Dolphins swimming along with us!
Jellyfish drifting alongside in crystal clear water
As we bobbed along, we realized that we would be crossing the equator at night, so we decided to hove-to for a while and ensure a daylight crossing.  It would be the first of two times we’d heave-to, waiting for sunrise.  I couldn’t believe that we’d been on board in open water for over 7 days, and I was fine with halting progress!  This was a sure sign that the trip was going better than I ever expected.  The kids created a tin foil crown and trident for “King Neptune” to wear when he came to visit us on board, as well as a cape made from a blanket and a clothespin.  I jotted down a sort of script for the equatorial ceremony and we anxiously watched our position on the chart plotter.  Mark set up the video cameras so that we could capture the epic event!  After we were christened as Shellbacks from our measly Pollywog status, we enjoyed some champagne and orange soda, tipping some into Neptune’s seas as offering.  The wait was definitely worth the memories that were made.

Mark gets dressed up as King Neptune
Our offerings for King Neptune
Kids playing as we sail
Laundry drying in the Pacific sun

Sunrise behind Kicker Rock
The second time we put the brakes on was when we were entering the harbor of San Cristobal Island.  We did not want to enter the unfamiliar harbor at night, so we stopped just short of the entrance.  In the morning, I experienced the best watch I’ve ever had.  As the sun came up it revealed a dark, volcanic rock landscape scattered with tall cacti.  In the water, a whale spouted, sea lions popped their heads up to say hello, petrels danced along the surface searching for food, and huge rays jumped and slapped back into the sea.  The kids came wandering out of their cabin, sleep still in their eyes, to see what Mom was yelling about.  After a few moments of awe, Michael exclaimed, “It’s wildlife out here!  Wow!”  We had officially entered the magic of the Galapagos Islands.  

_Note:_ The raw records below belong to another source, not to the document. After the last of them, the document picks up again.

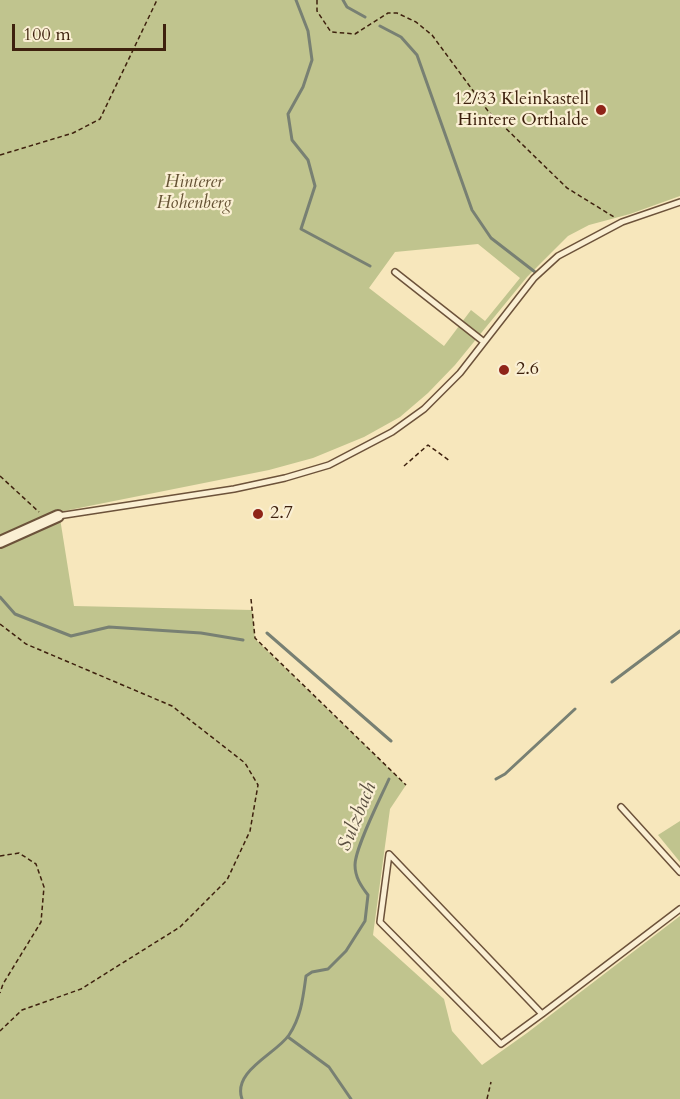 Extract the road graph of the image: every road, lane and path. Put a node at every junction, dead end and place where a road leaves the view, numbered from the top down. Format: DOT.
graph roads {
  1 [pos="157,0"];
  2 [pos="317,0"];
  3 [pos="0,155"];
  4 [pos="680,201"];
  5 [pos="622,222"];
  6 [pos="395,272"];
  7 [pos="484,342"];
  8 [pos="450,461"];
  9 [pos="404,466"];
  10 [pos="0,476"];
  11 [pos="53,518"];
  12 [pos="0,542"];
  13 [pos="251,599"];
  14 [pos="0,624"];
  15 [pos="406,785"];
  16 [pos="621,807"];
  17 [pos="0,856"];
  18 [pos="680,872"];
  19 [pos="680,909"];
  20 [pos="0,993"];
  21 [pos="542,1014"];
  22 [pos="0,1030"];
  23 [pos="491,1082"];
  24 [pos="487,1099"];
  1 -- 3 [label="path"];
  2 -- 5 [label="path"];
  4 -- 5 [label="lane"];
  5 -- 7 [label="lane"];
  6 -- 7 [label="lane"];
  7 -- 11 [label="lane"];
  8 -- 9 [label="path"];
  10 -- 11 [label="path"];
  11 -- 12 [label="street"];
  13 -- 15 [label="path"];
  14 -- 22 [label="path"];
  16 -- 18 [label="lane"];
  17 -- 20 [label="path"];
  19 -- 21 [label="lane"];
  21 -- 21 [label="lane"];
  23 -- 24 [label="path"];
}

Trying to identify the whale that we spotted!

At anchor, sea lions quickly found respite on our transom steps and a lazy marine iguana swam by to check us out.  The creatures were everywhere, and not the least bit scared of us!  On the town dock, bright red crabs skittered along the black rocks and sea lions flopped themselves onto park benches to warm up in the sun.   The kids excitedly shouted out the names of each creature that we’d studied about, thrilled to see them in the wild!